**DATASET RECORDS:**
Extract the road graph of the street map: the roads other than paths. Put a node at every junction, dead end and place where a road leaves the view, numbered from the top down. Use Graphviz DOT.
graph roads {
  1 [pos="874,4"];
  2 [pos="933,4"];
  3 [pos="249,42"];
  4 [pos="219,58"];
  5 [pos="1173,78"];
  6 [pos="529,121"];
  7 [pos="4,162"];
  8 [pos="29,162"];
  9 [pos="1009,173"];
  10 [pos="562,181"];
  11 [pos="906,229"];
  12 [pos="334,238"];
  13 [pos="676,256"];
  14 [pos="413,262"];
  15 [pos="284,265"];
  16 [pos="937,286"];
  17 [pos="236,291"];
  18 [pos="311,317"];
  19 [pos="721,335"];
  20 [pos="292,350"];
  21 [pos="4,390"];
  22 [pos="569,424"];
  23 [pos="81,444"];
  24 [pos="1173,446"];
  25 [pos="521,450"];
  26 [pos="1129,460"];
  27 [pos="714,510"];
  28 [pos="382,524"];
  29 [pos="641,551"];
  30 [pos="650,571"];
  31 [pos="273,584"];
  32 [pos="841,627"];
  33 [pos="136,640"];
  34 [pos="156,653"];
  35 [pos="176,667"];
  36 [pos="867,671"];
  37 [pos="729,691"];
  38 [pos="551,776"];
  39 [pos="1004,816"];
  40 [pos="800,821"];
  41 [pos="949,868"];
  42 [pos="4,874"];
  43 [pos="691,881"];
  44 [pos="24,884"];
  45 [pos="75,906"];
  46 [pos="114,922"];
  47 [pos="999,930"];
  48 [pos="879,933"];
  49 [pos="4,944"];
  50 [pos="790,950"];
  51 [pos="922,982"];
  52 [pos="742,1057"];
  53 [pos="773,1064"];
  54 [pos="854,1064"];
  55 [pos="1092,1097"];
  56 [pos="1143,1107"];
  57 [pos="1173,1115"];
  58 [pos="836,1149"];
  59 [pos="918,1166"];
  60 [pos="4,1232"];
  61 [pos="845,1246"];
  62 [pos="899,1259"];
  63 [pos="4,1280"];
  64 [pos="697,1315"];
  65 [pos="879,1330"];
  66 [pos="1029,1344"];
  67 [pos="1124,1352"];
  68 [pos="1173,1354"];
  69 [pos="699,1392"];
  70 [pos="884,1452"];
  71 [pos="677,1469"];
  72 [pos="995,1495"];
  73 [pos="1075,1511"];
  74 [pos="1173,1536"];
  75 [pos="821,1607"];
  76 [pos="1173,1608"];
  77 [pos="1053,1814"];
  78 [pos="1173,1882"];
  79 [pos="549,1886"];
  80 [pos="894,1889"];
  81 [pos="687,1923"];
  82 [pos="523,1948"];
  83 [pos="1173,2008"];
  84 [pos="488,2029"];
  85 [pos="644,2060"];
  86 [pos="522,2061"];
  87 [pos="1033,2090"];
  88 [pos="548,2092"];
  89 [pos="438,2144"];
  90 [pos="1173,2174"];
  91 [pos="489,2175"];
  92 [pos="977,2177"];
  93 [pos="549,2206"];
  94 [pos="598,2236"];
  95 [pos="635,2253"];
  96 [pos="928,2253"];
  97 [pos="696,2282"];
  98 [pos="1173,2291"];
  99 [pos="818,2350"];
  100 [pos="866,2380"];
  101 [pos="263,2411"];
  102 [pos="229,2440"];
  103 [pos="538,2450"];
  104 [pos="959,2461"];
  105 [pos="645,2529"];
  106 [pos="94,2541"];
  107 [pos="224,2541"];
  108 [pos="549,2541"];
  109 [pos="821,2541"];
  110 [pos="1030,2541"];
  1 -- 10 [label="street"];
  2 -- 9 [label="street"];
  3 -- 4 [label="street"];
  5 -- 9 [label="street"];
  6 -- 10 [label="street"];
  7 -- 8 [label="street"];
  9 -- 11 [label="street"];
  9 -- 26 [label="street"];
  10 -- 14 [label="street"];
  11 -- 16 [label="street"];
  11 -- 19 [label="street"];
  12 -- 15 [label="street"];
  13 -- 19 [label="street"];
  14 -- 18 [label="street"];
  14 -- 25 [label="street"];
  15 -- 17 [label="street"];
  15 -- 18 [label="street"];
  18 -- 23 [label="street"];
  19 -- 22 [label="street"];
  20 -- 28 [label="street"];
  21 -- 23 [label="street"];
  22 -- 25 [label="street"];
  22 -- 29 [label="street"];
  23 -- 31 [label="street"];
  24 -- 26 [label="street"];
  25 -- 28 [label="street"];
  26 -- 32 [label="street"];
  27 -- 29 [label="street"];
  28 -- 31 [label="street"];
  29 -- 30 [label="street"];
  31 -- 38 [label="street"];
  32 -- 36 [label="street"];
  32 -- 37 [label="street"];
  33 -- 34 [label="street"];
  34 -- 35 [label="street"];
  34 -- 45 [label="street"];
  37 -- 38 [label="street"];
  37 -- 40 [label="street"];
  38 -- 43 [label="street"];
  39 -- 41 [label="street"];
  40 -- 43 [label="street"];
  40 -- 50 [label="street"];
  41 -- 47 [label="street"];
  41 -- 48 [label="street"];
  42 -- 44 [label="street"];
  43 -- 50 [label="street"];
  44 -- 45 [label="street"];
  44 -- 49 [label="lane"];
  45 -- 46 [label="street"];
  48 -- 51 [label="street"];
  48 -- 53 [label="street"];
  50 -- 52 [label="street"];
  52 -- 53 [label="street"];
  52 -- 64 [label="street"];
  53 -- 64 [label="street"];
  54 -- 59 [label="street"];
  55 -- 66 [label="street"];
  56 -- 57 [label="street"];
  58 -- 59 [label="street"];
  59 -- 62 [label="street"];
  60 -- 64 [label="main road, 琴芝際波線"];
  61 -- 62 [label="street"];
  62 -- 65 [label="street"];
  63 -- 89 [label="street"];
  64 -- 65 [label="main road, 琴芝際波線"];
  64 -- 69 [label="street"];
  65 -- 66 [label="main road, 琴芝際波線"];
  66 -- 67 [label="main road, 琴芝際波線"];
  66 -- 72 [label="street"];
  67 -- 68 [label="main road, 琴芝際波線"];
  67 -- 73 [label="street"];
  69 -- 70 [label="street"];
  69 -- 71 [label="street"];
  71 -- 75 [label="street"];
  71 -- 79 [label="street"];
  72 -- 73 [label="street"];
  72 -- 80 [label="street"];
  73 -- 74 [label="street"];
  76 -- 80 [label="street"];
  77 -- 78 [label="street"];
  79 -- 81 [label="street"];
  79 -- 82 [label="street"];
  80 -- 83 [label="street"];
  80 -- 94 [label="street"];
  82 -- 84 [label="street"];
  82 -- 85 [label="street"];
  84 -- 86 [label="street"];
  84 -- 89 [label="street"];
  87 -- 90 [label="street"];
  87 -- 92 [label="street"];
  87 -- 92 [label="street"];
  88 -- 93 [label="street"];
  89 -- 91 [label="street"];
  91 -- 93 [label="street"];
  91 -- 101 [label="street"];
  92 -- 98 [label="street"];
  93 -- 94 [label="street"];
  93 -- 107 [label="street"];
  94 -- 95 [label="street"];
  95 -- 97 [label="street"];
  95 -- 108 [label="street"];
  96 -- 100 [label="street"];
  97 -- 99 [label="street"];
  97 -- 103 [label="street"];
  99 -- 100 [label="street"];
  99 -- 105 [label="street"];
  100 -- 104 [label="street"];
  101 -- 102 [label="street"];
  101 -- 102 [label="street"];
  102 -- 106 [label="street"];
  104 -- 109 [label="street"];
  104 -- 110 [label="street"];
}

**WHAT THE TASK ASKS:**
Reproduce the entries above in full by retyping them exactly.

**WRITTEN REPLY:**
Extract the road graph of the street map: the roads other than paths. Put a node at every junction, dead end and place where a road leaves the view, numbered from the top down. Use Graphviz DOT.
graph roads {
  1 [pos="874,4"];
  2 [pos="933,4"];
  3 [pos="249,42"];
  4 [pos="219,58"];
  5 [pos="1173,78"];
  6 [pos="529,121"];
  7 [pos="4,162"];
  8 [pos="29,162"];
  9 [pos="1009,173"];
  10 [pos="562,181"];
  11 [pos="906,229"];
  12 [pos="334,238"];
  13 [pos="676,256"];
  14 [pos="413,262"];
  15 [pos="284,265"];
  16 [pos="937,286"];
  17 [pos="236,291"];
  18 [pos="311,317"];
  19 [pos="721,335"];
  20 [pos="292,350"];
  21 [pos="4,390"];
  22 [pos="569,424"];
  23 [pos="81,444"];
  24 [pos="1173,446"];
  25 [pos="521,450"];
  26 [pos="1129,460"];
  27 [pos="714,510"];
  28 [pos="382,524"];
  29 [pos="641,551"];
  30 [pos="650,571"];
  31 [pos="273,584"];
  32 [pos="841,627"];
  33 [pos="136,640"];
  34 [pos="156,653"];
  35 [pos="176,667"];
  36 [pos="867,671"];
  37 [pos="729,691"];
  38 [pos="551,776"];
  39 [pos="1004,816"];
  40 [pos="800,821"];
  41 [pos="949,868"];
  42 [pos="4,874"];
  43 [pos="691,881"];
  44 [pos="24,884"];
  45 [pos="75,906"];
  46 [pos="114,922"];
  47 [pos="999,930"];
  48 [pos="879,933"];
  49 [pos="4,944"];
  50 [pos="790,950"];
  51 [pos="922,982"];
  52 [pos="742,1057"];
  53 [pos="773,1064"];
  54 [pos="854,1064"];
  55 [pos="1092,1097"];
  56 [pos="1143,1107"];
  57 [pos="1173,1115"];
  58 [pos="836,1149"];
  59 [pos="918,1166"];
  60 [pos="4,1232"];
  61 [pos="845,1246"];
  62 [pos="899,1259"];
  63 [pos="4,1280"];
  64 [pos="697,1315"];
  65 [pos="879,1330"];
  66 [pos="1029,1344"];
  67 [pos="1124,1352"];
  68 [pos="1173,1354"];
  69 [pos="699,1392"];
  70 [pos="884,1452"];
  71 [pos="677,1469"];
  72 [pos="995,1495"];
  73 [pos="1075,1511"];
  74 [pos="1173,1536"];
  75 [pos="821,1607"];
  76 [pos="1173,1608"];
  77 [pos="1053,1814"];
  78 [pos="1173,1882"];
  79 [pos="549,1886"];
  80 [pos="894,1889"];
  81 [pos="687,1923"];
  82 [pos="523,1948"];
  83 [pos="1173,2008"];
  84 [pos="488,2029"];
  85 [pos="644,2060"];
  86 [pos="522,2061"];
  87 [pos="1033,2090"];
  88 [pos="548,2092"];
  89 [pos="438,2144"];
  90 [pos="1173,2174"];
  91 [pos="489,2175"];
  92 [pos="977,2177"];
  93 [pos="549,2206"];
  94 [pos="598,2236"];
  95 [pos="635,2253"];
  96 [pos="928,2253"];
  97 [pos="696,2282"];
  98 [pos="1173,2291"];
  99 [pos="818,2350"];
  100 [pos="866,2380"];
  101 [pos="263,2411"];
  102 [pos="229,2440"];
  103 [pos="538,2450"];
  104 [pos="959,2461"];
  105 [pos="645,2529"];
  106 [pos="94,2541"];
  107 [pos="224,2541"];
  108 [pos="549,2541"];
  109 [pos="821,2541"];
  110 [pos="1030,2541"];
  1 -- 10 [label="street"];
  2 -- 9 [label="street"];
  3 -- 4 [label="street"];
  5 -- 9 [label="street"];
  6 -- 10 [label="street"];
  7 -- 8 [label="street"];
  9 -- 11 [label="street"];
  9 -- 26 [label="street"];
  10 -- 14 [label="street"];
  11 -- 16 [label="street"];
  11 -- 19 [label="street"];
  12 -- 15 [label="street"];
  13 -- 19 [label="street"];
  14 -- 18 [label="street"];
  14 -- 25 [label="street"];
  15 -- 17 [label="street"];
  15 -- 18 [label="street"];
  18 -- 23 [label="street"];
  19 -- 22 [label="street"];
  20 -- 28 [label="street"];
  21 -- 23 [label="street"];
  22 -- 25 [label="street"];
  22 -- 29 [label="street"];
  23 -- 31 [label="street"];
  24 -- 26 [label="street"];
  25 -- 28 [label="street"];
  26 -- 32 [label="street"];
  27 -- 29 [label="street"];
  28 -- 31 [label="street"];
  29 -- 30 [label="street"];
  31 -- 38 [label="street"];
  32 -- 36 [label="street"];
  32 -- 37 [label="street"];
  33 -- 34 [label="street"];
  34 -- 35 [label="street"];
  34 -- 45 [label="street"];
  37 -- 38 [label="street"];
  37 -- 40 [label="street"];
  38 -- 43 [label="street"];
  39 -- 41 [label="street"];
  40 -- 43 [label="street"];
  40 -- 50 [label="street"];
  41 -- 47 [label="street"];
  41 -- 48 [label="street"];
  42 -- 44 [label="street"];
  43 -- 50 [label="street"];
  44 -- 45 [label="street"];
  44 -- 49 [label="lane"];
  45 -- 46 [label="street"];
  48 -- 51 [label="street"];
  48 -- 53 [label="street"];
  50 -- 52 [label="street"];
  52 -- 53 [label="street"];
  52 -- 64 [label="street"];
  53 -- 64 [label="street"];
  54 -- 59 [label="street"];
  55 -- 66 [label="street"];
  56 -- 57 [label="street"];
  58 -- 59 [label="street"];
  59 -- 62 [label="street"];
  60 -- 64 [label="main road, 琴芝際波線"];
  61 -- 62 [label="street"];
  62 -- 65 [label="street"];
  63 -- 89 [label="street"];
  64 -- 65 [label="main road, 琴芝際波線"];
  64 -- 69 [label="street"];
  65 -- 66 [label="main road, 琴芝際波線"];
  66 -- 67 [label="main road, 琴芝際波線"];
  66 -- 72 [label="street"];
  67 -- 68 [label="main road, 琴芝際波線"];
  67 -- 73 [label="street"];
  69 -- 70 [label="street"];
  69 -- 71 [label="street"];
  71 -- 75 [label="street"];
  71 -- 79 [label="street"];
  72 -- 73 [label="street"];
  72 -- 80 [label="street"];
  73 -- 74 [label="street"];
  76 -- 80 [label="street"];
  77 -- 78 [label="street"];
  79 -- 81 [label="street"];
  79 -- 82 [label="street"];
  80 -- 83 [label="street"];
  80 -- 94 [label="street"];
  82 -- 84 [label="street"];
  82 -- 85 [label="street"];
  84 -- 86 [label="street"];
  84 -- 89 [label="street"];
  87 -- 90 [label="street"];
  87 -- 92 [label="street"];
  87 -- 92 [label="street"];
  88 -- 93 [label="street"];
  89 -- 91 [label="street"];
  91 -- 93 [label="street"];
  91 -- 101 [label="street"];
  92 -- 98 [label="street"];
  93 -- 94 [label="street"];
  93 -- 107 [label="street"];
  94 -- 95 [label="street"];
  95 -- 97 [label="street"];
  95 -- 108 [label="street"];
  96 -- 100 [label="street"];
  97 -- 99 [label="street"];
  97 -- 103 [label="street"];
  99 -- 100 [label="street"];
  99 -- 105 [label="street"];
  100 -- 104 [label="street"];
  101 -- 102 [label="street"];
  101 -- 102 [label="street"];
  102 -- 106 [label="street"];
  104 -- 109 [label="street"];
  104 -- 110 [label="street"];
}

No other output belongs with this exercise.